Task to carry out: Make an exact copy of the entries below and leave any picture out of it.
** Opening Task data block **
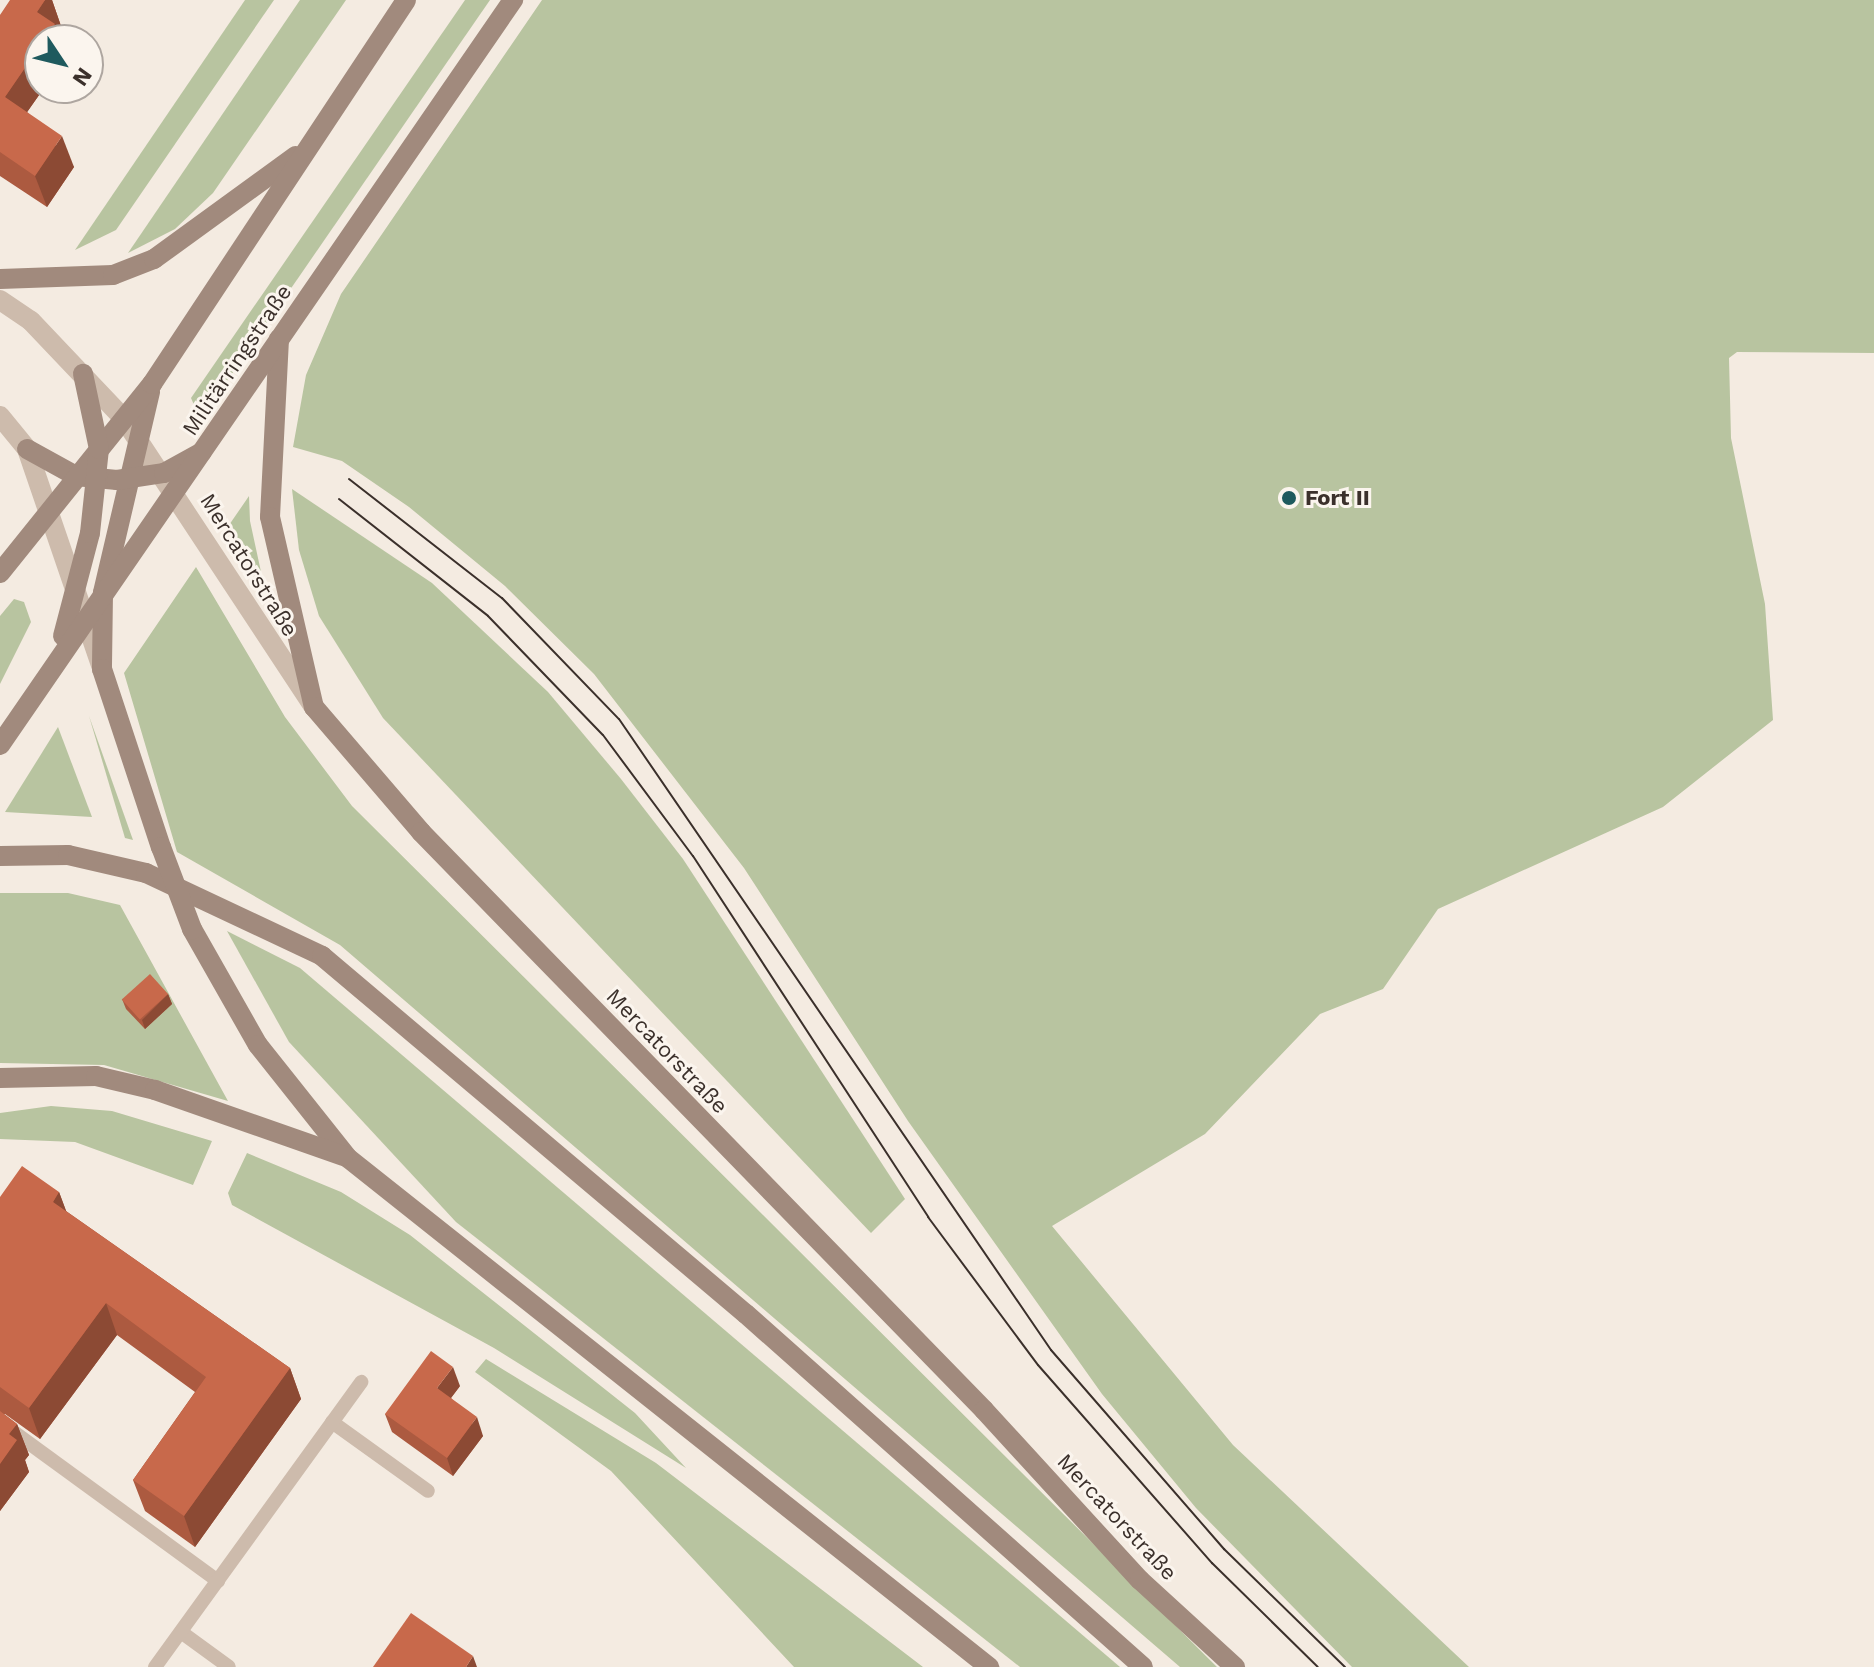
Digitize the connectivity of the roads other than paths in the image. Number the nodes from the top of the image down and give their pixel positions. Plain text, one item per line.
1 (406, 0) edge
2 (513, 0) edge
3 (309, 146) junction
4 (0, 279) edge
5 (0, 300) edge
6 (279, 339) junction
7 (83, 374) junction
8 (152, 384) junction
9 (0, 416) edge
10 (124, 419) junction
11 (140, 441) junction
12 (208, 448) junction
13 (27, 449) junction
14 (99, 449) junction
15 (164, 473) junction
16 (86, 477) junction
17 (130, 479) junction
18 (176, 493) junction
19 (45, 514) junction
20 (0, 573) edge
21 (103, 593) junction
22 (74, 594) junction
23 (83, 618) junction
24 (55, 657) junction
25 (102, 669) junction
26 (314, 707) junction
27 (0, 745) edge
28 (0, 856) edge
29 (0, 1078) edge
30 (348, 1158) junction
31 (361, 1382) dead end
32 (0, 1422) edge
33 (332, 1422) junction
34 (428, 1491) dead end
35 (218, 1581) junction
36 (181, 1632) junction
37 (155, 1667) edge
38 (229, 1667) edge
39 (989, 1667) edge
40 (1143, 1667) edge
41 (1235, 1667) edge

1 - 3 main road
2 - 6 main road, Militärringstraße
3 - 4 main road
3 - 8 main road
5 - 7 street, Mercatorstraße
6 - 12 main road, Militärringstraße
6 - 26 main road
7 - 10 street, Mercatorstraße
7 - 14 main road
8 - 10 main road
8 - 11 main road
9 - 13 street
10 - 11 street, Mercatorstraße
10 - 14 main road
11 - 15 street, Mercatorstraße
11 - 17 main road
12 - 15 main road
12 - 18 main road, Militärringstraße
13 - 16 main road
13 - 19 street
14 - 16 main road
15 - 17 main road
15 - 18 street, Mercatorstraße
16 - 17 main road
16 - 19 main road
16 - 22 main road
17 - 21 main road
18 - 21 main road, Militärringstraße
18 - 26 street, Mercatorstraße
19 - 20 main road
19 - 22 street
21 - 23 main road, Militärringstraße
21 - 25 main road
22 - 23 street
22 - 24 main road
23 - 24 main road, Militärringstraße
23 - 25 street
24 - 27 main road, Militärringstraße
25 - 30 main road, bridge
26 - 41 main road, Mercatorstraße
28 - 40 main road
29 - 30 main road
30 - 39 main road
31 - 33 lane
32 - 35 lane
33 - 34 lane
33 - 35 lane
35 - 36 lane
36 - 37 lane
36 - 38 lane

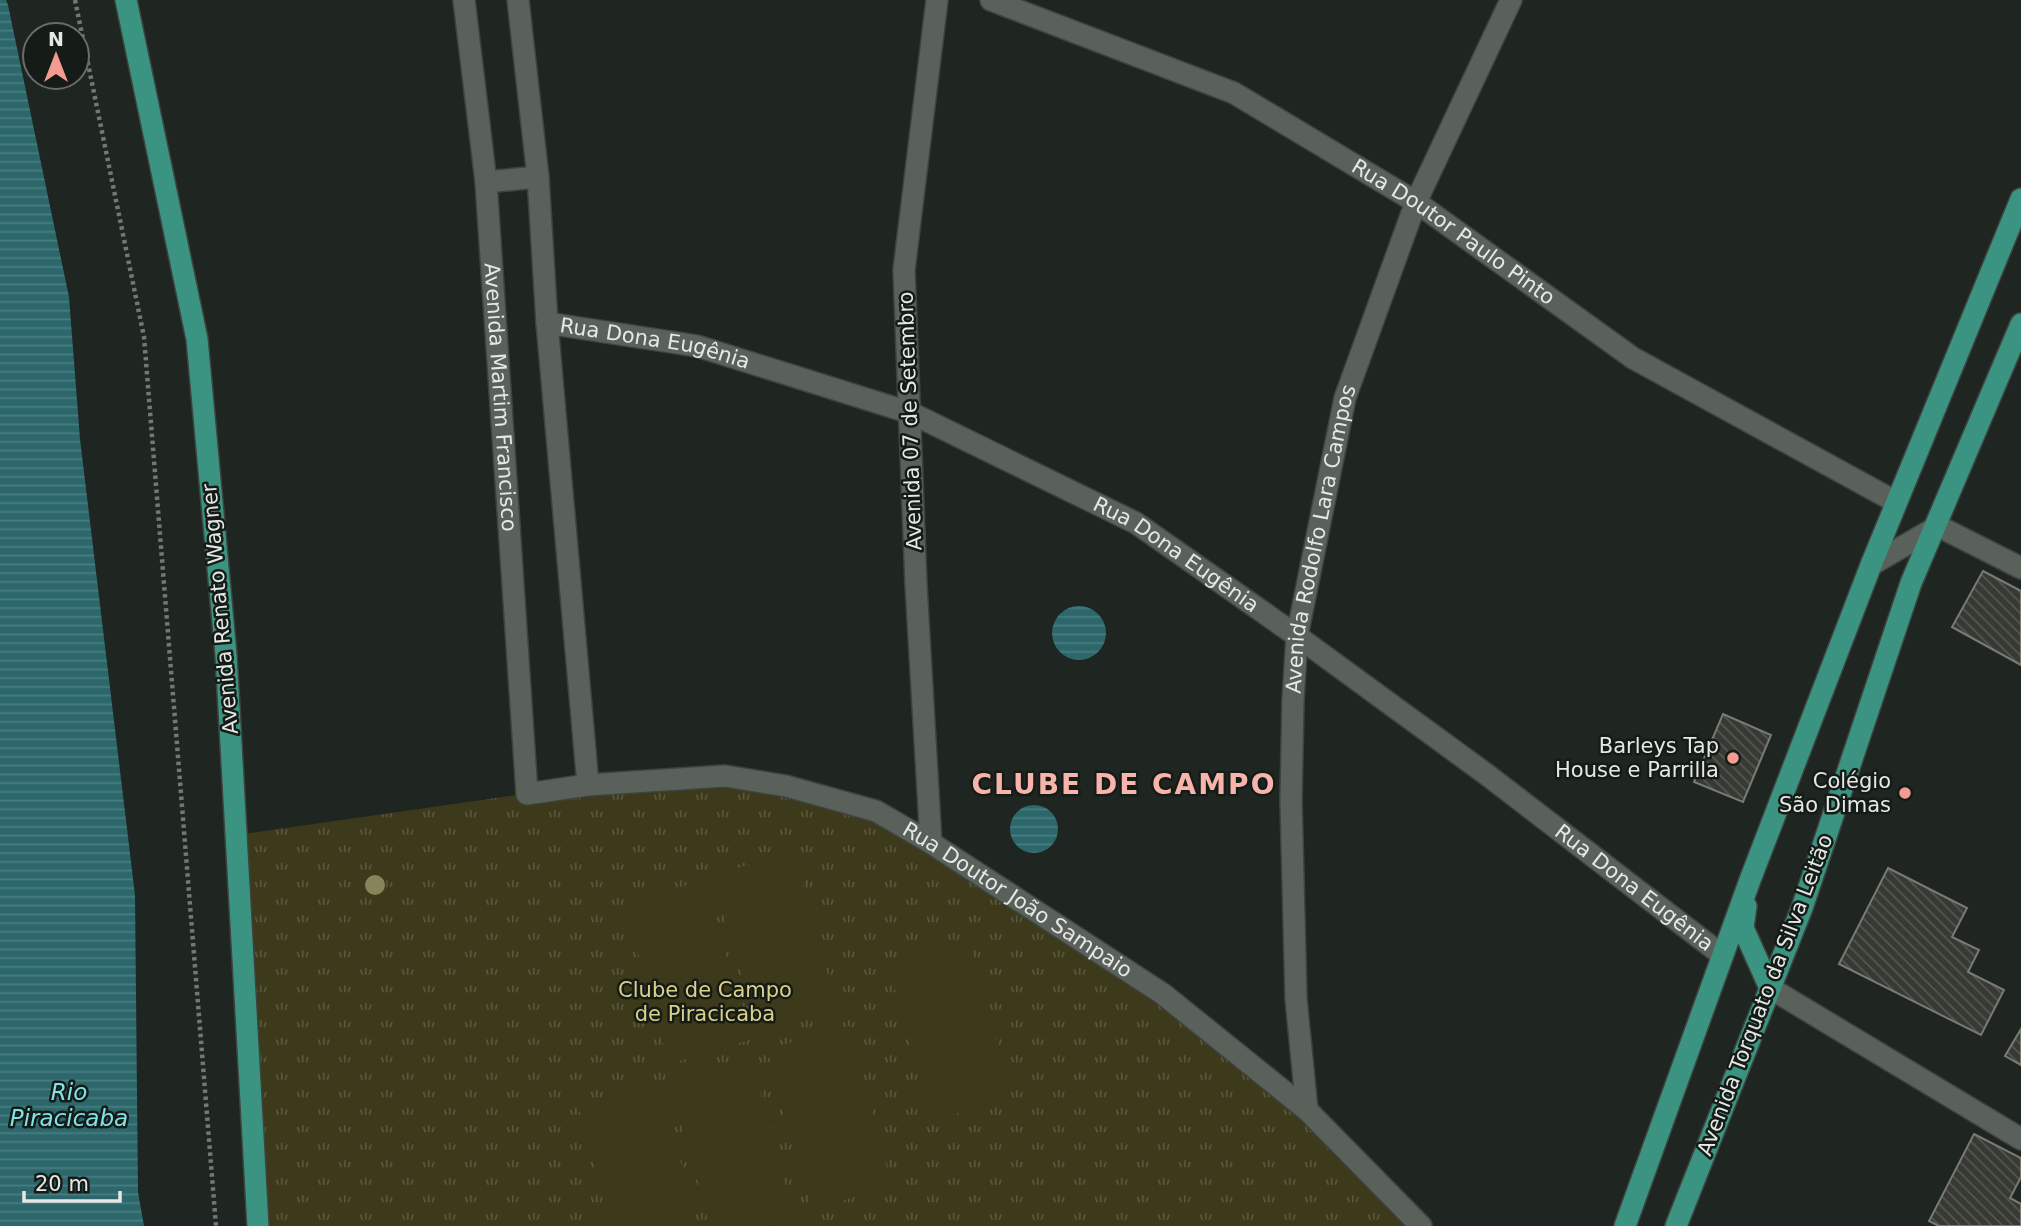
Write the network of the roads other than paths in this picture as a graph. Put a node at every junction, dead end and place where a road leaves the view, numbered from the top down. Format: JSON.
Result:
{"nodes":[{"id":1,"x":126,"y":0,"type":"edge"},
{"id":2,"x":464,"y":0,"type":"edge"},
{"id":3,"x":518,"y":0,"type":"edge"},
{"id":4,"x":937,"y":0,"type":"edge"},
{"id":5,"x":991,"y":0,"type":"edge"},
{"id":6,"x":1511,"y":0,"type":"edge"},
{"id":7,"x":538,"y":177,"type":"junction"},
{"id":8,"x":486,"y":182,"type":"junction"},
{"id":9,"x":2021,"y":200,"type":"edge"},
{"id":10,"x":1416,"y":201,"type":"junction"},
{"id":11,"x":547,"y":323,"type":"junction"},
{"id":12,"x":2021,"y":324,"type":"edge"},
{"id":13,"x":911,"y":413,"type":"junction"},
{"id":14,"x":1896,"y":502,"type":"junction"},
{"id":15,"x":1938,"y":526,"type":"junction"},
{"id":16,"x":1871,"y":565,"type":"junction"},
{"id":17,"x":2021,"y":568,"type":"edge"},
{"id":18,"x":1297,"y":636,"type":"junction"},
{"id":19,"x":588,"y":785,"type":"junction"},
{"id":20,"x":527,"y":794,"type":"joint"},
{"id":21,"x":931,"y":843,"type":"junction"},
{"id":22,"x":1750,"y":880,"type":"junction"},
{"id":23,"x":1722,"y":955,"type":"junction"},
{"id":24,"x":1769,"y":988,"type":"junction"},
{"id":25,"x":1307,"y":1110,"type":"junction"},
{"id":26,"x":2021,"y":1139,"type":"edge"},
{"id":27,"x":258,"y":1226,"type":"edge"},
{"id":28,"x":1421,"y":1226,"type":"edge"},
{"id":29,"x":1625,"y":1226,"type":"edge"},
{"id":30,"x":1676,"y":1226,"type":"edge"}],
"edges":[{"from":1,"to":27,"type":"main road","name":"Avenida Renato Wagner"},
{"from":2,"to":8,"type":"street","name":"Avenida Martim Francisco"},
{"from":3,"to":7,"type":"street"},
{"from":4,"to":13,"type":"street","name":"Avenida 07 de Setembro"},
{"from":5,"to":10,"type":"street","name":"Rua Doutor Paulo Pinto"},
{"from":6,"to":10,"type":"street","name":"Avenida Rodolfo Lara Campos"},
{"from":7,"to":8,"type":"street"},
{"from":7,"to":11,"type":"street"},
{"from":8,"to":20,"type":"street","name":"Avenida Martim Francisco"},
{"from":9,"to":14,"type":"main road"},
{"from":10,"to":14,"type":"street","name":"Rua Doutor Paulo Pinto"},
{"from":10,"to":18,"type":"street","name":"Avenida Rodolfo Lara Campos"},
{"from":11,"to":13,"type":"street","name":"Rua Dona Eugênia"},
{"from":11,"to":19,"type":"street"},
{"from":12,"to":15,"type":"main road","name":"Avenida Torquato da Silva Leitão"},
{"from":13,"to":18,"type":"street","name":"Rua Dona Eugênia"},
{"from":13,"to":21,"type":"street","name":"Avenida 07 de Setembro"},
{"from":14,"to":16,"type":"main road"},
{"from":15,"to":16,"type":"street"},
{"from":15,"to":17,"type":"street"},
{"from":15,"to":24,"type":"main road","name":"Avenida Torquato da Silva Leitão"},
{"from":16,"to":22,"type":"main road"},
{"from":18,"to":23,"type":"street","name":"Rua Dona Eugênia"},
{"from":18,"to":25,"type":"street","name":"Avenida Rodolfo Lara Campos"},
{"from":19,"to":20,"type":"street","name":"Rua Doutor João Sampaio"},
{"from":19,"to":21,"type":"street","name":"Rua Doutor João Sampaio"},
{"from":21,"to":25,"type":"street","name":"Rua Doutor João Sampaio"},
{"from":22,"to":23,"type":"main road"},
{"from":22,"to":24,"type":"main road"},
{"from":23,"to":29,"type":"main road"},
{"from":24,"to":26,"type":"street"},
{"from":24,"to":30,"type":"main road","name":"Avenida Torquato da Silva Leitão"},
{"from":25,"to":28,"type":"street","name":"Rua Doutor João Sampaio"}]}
** Closing Task data block **
Reply:
Digitize the connectivity of the roads other than paths in the image. Number the nodes from the top of the image down and give their pixel positions. Plain text, one item per line.
1 (406, 0) edge
2 (513, 0) edge
3 (309, 146) junction
4 (0, 279) edge
5 (0, 300) edge
6 (279, 339) junction
7 (83, 374) junction
8 (152, 384) junction
9 (0, 416) edge
10 (124, 419) junction
11 (140, 441) junction
12 (208, 448) junction
13 (27, 449) junction
14 (99, 449) junction
15 (164, 473) junction
16 (86, 477) junction
17 (130, 479) junction
18 (176, 493) junction
19 (45, 514) junction
20 (0, 573) edge
21 (103, 593) junction
22 (74, 594) junction
23 (83, 618) junction
24 (55, 657) junction
25 (102, 669) junction
26 (314, 707) junction
27 (0, 745) edge
28 (0, 856) edge
29 (0, 1078) edge
30 (348, 1158) junction
31 (361, 1382) dead end
32 (0, 1422) edge
33 (332, 1422) junction
34 (428, 1491) dead end
35 (218, 1581) junction
36 (181, 1632) junction
37 (155, 1667) edge
38 (229, 1667) edge
39 (989, 1667) edge
40 (1143, 1667) edge
41 (1235, 1667) edge

1 - 3 main road
2 - 6 main road, Militärringstraße
3 - 4 main road
3 - 8 main road
5 - 7 street, Mercatorstraße
6 - 12 main road, Militärringstraße
6 - 26 main road
7 - 10 street, Mercatorstraße
7 - 14 main road
8 - 10 main road
8 - 11 main road
9 - 13 street
10 - 11 street, Mercatorstraße
10 - 14 main road
11 - 15 street, Mercatorstraße
11 - 17 main road
12 - 15 main road
12 - 18 main road, Militärringstraße
13 - 16 main road
13 - 19 street
14 - 16 main road
15 - 17 main road
15 - 18 street, Mercatorstraße
16 - 17 main road
16 - 19 main road
16 - 22 main road
17 - 21 main road
18 - 21 main road, Militärringstraße
18 - 26 street, Mercatorstraße
19 - 20 main road
19 - 22 street
21 - 23 main road, Militärringstraße
21 - 25 main road
22 - 23 street
22 - 24 main road
23 - 24 main road, Militärringstraße
23 - 25 street
24 - 27 main road, Militärringstraße
25 - 30 main road, bridge
26 - 41 main road, Mercatorstraße
28 - 40 main road
29 - 30 main road
30 - 39 main road
31 - 33 lane
32 - 35 lane
33 - 34 lane
33 - 35 lane
35 - 36 lane
36 - 37 lane
36 - 38 lane

Write the network of the roads other than paths in this picture as a graph. Put a node at every junction, dead end and place where a road leaves the view, numbered from the top down. Format: JSON.
Result:
{"nodes":[{"id":1,"x":126,"y":0,"type":"edge"},
{"id":2,"x":464,"y":0,"type":"edge"},
{"id":3,"x":518,"y":0,"type":"edge"},
{"id":4,"x":937,"y":0,"type":"edge"},
{"id":5,"x":991,"y":0,"type":"edge"},
{"id":6,"x":1511,"y":0,"type":"edge"},
{"id":7,"x":538,"y":177,"type":"junction"},
{"id":8,"x":486,"y":182,"type":"junction"},
{"id":9,"x":2021,"y":200,"type":"edge"},
{"id":10,"x":1416,"y":201,"type":"junction"},
{"id":11,"x":547,"y":323,"type":"junction"},
{"id":12,"x":2021,"y":324,"type":"edge"},
{"id":13,"x":911,"y":413,"type":"junction"},
{"id":14,"x":1896,"y":502,"type":"junction"},
{"id":15,"x":1938,"y":526,"type":"junction"},
{"id":16,"x":1871,"y":565,"type":"junction"},
{"id":17,"x":2021,"y":568,"type":"edge"},
{"id":18,"x":1297,"y":636,"type":"junction"},
{"id":19,"x":588,"y":785,"type":"junction"},
{"id":20,"x":527,"y":794,"type":"joint"},
{"id":21,"x":931,"y":843,"type":"junction"},
{"id":22,"x":1750,"y":880,"type":"junction"},
{"id":23,"x":1722,"y":955,"type":"junction"},
{"id":24,"x":1769,"y":988,"type":"junction"},
{"id":25,"x":1307,"y":1110,"type":"junction"},
{"id":26,"x":2021,"y":1139,"type":"edge"},
{"id":27,"x":258,"y":1226,"type":"edge"},
{"id":28,"x":1421,"y":1226,"type":"edge"},
{"id":29,"x":1625,"y":1226,"type":"edge"},
{"id":30,"x":1676,"y":1226,"type":"edge"}],
"edges":[{"from":1,"to":27,"type":"main road","name":"Avenida Renato Wagner"},
{"from":2,"to":8,"type":"street","name":"Avenida Martim Francisco"},
{"from":3,"to":7,"type":"street"},
{"from":4,"to":13,"type":"street","name":"Avenida 07 de Setembro"},
{"from":5,"to":10,"type":"street","name":"Rua Doutor Paulo Pinto"},
{"from":6,"to":10,"type":"street","name":"Avenida Rodolfo Lara Campos"},
{"from":7,"to":8,"type":"street"},
{"from":7,"to":11,"type":"street"},
{"from":8,"to":20,"type":"street","name":"Avenida Martim Francisco"},
{"from":9,"to":14,"type":"main road"},
{"from":10,"to":14,"type":"street","name":"Rua Doutor Paulo Pinto"},
{"from":10,"to":18,"type":"street","name":"Avenida Rodolfo Lara Campos"},
{"from":11,"to":13,"type":"street","name":"Rua Dona Eugênia"},
{"from":11,"to":19,"type":"street"},
{"from":12,"to":15,"type":"main road","name":"Avenida Torquato da Silva Leitão"},
{"from":13,"to":18,"type":"street","name":"Rua Dona Eugênia"},
{"from":13,"to":21,"type":"street","name":"Avenida 07 de Setembro"},
{"from":14,"to":16,"type":"main road"},
{"from":15,"to":16,"type":"street"},
{"from":15,"to":17,"type":"street"},
{"from":15,"to":24,"type":"main road","name":"Avenida Torquato da Silva Leitão"},
{"from":16,"to":22,"type":"main road"},
{"from":18,"to":23,"type":"street","name":"Rua Dona Eugênia"},
{"from":18,"to":25,"type":"street","name":"Avenida Rodolfo Lara Campos"},
{"from":19,"to":20,"type":"street","name":"Rua Doutor João Sampaio"},
{"from":19,"to":21,"type":"street","name":"Rua Doutor João Sampaio"},
{"from":21,"to":25,"type":"street","name":"Rua Doutor João Sampaio"},
{"from":22,"to":23,"type":"main road"},
{"from":22,"to":24,"type":"main road"},
{"from":23,"to":29,"type":"main road"},
{"from":24,"to":26,"type":"street"},
{"from":24,"to":30,"type":"main road","name":"Avenida Torquato da Silva Leitão"},
{"from":25,"to":28,"type":"street","name":"Rua Doutor João Sampaio"}]}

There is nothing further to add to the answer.